Cryptococcosis is a major cause of illness and death among persons infected with human immunodeficiency virus (HIV). Its management must include both initial and maintenance treatment. Although most authorities favor an initial period of
therapy with
amphotericin B for acute
cryptococcosis, the
triazoles play a role in both the management of
acute disease and subsequent maintenance
therapy.
AIDS surveillance data collected by the Centers for Disease Control and Prevention document the occurrence of
cryptococcosis in more than 17,000 (6.2%) of adults with
AIDS in the United States, although this figure is known to be an underestimate.

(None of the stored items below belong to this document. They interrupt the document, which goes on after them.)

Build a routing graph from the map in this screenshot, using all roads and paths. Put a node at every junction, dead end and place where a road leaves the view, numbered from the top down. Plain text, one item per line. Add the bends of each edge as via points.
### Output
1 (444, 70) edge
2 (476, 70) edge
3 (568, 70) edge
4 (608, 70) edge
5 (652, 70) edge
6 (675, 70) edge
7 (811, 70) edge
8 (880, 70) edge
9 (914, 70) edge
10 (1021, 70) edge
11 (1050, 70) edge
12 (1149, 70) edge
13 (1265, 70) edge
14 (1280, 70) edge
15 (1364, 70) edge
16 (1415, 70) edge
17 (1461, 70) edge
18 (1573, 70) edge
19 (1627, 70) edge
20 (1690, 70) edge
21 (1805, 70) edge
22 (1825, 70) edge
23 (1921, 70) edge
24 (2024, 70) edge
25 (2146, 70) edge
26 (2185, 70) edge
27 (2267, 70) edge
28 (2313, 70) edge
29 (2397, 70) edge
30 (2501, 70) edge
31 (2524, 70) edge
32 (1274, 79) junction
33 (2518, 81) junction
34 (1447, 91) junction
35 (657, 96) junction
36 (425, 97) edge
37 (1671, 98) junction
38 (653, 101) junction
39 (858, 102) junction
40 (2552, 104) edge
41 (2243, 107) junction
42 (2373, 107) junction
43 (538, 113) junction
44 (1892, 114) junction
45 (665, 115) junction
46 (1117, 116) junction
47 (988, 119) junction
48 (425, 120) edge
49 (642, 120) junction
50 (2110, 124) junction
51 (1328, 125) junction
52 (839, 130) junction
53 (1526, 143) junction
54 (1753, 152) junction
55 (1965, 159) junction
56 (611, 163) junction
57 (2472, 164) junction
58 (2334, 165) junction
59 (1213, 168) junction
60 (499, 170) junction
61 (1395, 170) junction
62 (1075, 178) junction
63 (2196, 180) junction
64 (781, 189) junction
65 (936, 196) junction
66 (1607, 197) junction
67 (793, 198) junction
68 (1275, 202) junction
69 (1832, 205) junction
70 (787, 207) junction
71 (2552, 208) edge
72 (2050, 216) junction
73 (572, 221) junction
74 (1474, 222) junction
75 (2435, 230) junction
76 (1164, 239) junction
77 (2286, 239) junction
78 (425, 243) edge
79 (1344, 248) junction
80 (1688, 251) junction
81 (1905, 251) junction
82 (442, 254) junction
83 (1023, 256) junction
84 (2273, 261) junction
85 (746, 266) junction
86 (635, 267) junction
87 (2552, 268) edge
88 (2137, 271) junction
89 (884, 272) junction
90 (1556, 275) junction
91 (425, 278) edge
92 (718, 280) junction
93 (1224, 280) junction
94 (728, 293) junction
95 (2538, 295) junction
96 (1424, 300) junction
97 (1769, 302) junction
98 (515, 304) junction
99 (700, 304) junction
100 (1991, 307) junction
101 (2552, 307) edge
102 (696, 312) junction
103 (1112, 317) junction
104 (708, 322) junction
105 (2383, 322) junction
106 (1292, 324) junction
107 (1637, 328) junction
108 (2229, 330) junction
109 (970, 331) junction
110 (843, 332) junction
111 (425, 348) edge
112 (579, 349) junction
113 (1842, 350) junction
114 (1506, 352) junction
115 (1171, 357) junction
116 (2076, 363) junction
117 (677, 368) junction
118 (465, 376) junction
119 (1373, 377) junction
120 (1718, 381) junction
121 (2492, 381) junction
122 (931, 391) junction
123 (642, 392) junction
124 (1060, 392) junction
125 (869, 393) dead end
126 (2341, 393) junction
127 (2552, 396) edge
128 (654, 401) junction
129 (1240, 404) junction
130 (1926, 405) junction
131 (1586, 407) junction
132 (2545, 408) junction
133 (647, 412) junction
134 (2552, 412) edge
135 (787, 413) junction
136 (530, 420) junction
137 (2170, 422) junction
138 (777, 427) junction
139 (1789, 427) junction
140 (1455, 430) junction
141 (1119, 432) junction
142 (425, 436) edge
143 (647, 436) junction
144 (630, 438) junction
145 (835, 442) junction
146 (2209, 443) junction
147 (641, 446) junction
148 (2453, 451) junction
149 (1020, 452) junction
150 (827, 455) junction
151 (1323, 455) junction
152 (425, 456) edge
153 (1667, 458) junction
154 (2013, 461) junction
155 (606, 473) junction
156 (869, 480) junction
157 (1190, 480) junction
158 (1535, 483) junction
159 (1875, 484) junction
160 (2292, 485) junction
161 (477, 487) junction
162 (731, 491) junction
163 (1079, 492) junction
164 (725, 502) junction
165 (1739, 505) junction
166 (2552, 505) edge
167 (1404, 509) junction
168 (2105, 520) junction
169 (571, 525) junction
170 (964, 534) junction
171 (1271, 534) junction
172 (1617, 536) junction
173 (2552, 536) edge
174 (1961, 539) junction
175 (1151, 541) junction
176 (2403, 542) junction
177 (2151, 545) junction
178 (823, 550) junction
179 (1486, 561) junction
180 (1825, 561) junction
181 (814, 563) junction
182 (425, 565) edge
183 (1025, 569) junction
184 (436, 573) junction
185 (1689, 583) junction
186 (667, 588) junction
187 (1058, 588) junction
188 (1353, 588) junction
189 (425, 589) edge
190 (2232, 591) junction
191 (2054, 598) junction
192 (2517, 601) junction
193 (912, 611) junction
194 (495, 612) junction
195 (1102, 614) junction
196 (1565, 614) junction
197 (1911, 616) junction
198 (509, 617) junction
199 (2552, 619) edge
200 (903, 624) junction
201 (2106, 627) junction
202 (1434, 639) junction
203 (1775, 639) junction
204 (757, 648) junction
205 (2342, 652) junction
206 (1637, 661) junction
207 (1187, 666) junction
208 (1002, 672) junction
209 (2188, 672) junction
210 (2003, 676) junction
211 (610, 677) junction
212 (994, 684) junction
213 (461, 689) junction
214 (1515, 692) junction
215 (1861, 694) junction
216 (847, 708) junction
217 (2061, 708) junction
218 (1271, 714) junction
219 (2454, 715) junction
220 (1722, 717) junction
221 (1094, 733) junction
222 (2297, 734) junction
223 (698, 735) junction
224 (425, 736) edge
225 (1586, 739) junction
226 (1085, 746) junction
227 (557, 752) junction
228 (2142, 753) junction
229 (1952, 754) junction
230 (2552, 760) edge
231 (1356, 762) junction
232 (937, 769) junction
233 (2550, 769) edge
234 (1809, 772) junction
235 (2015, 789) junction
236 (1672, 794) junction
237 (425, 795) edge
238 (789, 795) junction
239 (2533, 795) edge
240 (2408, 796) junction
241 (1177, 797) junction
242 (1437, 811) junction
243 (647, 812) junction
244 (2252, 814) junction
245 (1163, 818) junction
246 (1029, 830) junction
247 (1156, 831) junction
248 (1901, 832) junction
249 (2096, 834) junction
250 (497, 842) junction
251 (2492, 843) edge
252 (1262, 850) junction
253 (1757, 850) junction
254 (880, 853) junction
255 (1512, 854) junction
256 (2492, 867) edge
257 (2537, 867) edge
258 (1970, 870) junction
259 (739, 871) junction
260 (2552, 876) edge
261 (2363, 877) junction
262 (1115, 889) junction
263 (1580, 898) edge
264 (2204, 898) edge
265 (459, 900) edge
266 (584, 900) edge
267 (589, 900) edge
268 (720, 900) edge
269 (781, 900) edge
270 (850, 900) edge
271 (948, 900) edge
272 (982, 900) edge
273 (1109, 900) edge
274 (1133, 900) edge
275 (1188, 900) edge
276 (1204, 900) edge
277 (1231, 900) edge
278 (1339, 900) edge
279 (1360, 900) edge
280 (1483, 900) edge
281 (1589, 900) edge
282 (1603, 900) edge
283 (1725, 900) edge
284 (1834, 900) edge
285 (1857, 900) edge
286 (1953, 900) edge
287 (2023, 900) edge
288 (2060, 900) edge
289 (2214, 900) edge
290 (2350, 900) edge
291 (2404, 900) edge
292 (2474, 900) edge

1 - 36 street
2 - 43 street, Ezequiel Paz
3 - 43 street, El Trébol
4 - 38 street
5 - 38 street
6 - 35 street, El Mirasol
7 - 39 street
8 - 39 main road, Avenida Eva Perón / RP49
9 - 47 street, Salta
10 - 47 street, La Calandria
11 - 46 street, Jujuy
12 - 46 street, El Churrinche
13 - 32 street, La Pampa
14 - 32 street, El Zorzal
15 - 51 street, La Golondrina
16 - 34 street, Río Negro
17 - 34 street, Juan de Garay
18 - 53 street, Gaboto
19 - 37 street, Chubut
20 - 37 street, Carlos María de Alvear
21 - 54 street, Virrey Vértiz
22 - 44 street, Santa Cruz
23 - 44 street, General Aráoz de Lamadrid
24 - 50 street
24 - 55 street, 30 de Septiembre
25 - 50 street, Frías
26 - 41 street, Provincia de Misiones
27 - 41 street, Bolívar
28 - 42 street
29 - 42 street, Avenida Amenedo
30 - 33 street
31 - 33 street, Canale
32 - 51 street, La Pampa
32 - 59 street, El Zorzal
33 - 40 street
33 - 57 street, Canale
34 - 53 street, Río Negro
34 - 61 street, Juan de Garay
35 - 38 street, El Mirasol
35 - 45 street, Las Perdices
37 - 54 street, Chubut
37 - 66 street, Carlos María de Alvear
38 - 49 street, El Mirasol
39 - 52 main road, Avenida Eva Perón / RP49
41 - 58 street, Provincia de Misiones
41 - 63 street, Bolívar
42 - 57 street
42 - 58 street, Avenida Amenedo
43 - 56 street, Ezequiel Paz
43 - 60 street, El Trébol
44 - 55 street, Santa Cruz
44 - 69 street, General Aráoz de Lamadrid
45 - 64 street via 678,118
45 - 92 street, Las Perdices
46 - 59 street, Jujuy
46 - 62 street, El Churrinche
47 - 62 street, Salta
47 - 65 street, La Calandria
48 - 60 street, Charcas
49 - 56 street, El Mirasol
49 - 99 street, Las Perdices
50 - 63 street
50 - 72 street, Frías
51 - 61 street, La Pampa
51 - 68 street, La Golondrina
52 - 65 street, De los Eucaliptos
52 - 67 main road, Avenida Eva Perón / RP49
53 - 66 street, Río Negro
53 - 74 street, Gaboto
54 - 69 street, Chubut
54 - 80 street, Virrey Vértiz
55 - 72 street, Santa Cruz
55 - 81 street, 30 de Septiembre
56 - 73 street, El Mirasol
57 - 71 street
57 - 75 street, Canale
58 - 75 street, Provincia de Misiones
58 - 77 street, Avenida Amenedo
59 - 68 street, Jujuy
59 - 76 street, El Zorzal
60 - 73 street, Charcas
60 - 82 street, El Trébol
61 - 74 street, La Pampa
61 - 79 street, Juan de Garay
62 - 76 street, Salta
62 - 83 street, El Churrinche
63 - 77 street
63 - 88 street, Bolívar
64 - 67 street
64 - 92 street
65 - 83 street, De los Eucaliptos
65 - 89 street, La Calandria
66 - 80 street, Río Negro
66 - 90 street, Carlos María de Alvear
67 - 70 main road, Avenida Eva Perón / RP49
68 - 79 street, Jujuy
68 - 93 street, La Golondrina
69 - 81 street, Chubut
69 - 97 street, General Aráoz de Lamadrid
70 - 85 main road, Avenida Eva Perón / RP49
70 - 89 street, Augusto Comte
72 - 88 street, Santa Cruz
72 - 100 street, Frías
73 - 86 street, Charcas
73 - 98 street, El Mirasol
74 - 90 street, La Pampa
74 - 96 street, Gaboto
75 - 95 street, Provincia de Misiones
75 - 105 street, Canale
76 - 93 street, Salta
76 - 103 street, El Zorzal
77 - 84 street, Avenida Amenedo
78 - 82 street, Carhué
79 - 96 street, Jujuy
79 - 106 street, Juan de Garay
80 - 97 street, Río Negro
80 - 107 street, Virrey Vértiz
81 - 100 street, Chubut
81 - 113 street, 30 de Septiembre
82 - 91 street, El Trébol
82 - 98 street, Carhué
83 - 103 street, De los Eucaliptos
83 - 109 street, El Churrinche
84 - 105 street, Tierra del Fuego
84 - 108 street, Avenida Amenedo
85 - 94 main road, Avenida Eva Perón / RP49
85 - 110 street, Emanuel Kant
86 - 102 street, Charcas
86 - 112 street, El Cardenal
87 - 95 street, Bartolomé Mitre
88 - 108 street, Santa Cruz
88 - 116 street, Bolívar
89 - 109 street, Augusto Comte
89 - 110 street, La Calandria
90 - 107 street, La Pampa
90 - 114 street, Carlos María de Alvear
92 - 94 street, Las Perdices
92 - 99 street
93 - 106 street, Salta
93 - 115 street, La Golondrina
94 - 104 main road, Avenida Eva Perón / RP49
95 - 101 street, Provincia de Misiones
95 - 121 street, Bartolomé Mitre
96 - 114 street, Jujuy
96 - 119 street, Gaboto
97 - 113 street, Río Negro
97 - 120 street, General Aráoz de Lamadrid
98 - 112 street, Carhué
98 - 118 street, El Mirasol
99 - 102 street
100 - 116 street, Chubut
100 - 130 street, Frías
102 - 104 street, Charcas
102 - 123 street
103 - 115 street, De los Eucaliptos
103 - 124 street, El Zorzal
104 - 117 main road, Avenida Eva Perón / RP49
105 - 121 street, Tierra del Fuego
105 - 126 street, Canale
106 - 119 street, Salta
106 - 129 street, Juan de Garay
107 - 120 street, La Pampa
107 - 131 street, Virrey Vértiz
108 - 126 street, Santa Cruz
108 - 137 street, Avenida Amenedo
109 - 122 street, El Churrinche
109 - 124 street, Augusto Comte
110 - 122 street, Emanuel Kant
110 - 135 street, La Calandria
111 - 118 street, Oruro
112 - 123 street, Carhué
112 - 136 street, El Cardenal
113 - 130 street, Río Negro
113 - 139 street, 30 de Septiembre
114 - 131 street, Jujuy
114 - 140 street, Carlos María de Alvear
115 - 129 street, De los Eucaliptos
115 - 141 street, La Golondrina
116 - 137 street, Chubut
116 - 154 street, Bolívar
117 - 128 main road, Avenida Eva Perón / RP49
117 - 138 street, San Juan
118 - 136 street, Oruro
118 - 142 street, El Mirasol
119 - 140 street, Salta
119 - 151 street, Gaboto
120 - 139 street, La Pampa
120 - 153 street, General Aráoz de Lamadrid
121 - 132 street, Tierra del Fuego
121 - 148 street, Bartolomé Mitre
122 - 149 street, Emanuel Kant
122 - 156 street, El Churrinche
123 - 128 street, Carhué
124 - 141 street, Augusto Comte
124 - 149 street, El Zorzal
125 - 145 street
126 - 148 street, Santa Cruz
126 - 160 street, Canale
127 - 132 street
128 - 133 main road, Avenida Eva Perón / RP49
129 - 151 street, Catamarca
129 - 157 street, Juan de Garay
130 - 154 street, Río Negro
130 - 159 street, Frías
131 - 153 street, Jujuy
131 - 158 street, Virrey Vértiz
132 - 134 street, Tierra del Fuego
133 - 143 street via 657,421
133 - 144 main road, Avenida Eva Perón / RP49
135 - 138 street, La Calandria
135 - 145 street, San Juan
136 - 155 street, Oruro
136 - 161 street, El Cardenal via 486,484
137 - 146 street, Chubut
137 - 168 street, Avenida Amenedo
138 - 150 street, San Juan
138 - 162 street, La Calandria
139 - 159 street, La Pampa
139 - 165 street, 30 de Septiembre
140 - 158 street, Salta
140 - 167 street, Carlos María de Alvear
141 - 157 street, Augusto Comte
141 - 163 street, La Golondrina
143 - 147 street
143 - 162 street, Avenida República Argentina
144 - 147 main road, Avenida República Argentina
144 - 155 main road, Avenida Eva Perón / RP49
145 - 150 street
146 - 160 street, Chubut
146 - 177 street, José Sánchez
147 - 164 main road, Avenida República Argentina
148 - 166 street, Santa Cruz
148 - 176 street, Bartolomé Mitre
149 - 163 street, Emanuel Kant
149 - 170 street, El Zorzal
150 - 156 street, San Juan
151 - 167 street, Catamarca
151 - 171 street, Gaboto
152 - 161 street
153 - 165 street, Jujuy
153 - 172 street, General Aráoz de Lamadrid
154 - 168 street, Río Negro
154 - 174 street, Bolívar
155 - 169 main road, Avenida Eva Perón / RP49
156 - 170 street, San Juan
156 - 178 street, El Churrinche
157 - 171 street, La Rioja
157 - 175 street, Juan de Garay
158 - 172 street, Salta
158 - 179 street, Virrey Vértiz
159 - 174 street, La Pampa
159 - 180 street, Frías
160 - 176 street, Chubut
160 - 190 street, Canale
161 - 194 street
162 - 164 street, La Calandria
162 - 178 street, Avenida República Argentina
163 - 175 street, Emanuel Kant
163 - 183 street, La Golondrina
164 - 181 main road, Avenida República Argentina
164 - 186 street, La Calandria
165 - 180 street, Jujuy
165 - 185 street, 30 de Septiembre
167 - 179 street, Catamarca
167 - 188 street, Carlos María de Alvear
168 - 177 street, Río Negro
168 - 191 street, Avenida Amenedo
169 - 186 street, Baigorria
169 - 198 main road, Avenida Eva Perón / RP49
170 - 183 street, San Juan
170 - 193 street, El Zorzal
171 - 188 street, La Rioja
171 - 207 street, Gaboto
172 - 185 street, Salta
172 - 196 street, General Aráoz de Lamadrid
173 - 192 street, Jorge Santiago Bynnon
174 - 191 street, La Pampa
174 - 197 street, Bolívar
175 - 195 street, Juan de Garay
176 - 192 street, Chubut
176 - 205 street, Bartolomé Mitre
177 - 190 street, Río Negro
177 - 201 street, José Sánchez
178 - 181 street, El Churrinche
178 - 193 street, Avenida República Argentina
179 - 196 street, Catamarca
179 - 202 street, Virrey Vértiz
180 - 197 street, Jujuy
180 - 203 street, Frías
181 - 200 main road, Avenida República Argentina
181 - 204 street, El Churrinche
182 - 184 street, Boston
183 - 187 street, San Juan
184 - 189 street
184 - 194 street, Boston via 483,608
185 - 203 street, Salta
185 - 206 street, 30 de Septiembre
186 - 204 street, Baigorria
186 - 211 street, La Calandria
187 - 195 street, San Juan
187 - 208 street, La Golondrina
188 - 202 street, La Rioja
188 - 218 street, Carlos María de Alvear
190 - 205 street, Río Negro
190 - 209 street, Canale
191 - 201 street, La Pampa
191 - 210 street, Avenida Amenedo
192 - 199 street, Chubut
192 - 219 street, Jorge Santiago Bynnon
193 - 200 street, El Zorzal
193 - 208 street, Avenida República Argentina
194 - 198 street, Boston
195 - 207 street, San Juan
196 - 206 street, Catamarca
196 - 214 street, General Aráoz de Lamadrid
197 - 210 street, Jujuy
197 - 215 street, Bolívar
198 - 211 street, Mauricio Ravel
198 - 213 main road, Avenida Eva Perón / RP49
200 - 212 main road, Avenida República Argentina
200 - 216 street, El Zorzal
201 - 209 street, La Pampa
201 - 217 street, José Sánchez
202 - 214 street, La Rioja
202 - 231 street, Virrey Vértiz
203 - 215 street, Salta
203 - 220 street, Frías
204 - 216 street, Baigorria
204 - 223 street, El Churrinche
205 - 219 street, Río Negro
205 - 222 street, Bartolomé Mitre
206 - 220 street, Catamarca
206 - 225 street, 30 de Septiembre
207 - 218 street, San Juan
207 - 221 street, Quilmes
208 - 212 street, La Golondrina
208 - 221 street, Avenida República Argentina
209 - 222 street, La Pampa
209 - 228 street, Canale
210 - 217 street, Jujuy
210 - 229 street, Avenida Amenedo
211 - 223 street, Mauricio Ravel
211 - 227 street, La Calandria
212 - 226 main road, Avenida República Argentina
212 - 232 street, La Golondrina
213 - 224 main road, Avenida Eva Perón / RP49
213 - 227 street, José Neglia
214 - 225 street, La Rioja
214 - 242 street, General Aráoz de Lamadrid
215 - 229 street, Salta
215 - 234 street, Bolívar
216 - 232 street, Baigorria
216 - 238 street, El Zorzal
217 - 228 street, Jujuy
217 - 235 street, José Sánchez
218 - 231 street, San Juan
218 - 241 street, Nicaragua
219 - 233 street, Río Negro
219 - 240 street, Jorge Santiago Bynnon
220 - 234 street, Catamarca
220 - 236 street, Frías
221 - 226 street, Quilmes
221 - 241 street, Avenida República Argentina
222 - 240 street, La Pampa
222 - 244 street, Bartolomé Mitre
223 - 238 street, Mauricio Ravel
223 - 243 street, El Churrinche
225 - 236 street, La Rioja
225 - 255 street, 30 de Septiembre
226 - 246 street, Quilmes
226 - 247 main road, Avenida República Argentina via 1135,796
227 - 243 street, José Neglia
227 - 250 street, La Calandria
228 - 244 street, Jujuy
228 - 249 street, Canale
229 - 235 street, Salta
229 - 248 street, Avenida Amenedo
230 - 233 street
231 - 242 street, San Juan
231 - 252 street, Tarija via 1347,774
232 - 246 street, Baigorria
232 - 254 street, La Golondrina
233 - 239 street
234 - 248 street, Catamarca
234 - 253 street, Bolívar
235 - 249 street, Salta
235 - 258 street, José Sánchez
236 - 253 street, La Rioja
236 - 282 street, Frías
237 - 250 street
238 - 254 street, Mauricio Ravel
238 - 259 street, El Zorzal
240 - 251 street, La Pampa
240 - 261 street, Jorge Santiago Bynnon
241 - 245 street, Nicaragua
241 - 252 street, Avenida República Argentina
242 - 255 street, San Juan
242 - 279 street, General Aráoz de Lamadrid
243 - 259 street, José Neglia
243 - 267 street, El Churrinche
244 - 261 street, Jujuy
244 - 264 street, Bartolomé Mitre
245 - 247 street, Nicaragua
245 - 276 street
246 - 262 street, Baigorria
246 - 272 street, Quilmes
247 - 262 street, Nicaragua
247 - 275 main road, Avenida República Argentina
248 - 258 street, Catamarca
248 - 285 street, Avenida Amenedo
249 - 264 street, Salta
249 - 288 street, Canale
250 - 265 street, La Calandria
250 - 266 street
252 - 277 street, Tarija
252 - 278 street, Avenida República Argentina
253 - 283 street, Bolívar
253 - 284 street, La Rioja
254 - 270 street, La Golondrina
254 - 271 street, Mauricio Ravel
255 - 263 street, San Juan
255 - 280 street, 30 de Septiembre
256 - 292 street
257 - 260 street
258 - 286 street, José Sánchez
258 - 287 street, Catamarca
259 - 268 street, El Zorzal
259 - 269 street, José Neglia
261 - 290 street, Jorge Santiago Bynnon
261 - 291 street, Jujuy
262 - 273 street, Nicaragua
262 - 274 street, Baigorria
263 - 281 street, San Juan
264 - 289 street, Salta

The risk of
cryptococcosis among HIV-infected persons is highest at CD4+ lymphocyte counts of < 100/microL. Although
cryptococcosis is especially frequent among
AIDS patients who are black, male, or injection drug users, the explanations for these patterns remain unclear. Whether geographic differences in rates of
cryptococcosis result from variations in the environmental distribution of Cryptococcus neoformans as well as in the distribution of
HIV infection is also unclear. Although exposure to pigeon feces is the best known of the putative exposure-related risk factors, proof is lacking that avian excreta are the primary environmental source of the organism in most cases of
cryptococcosis. Prophylaxis with
triazoles can prevent
cryptococcosis and may be considered for adults and adolescents with CD4+ counts of < 50/microL. However, it is uncertain whether prophylaxis will affect survival, be cost-effective, or have an adverse impact on the susceptibility of a variety of fungi to antifungal drugs.
Vaccines and
monoclonal antibodies designed to prevent or modify
cryptococcosis in HIV-infected persons are in the experimental stage.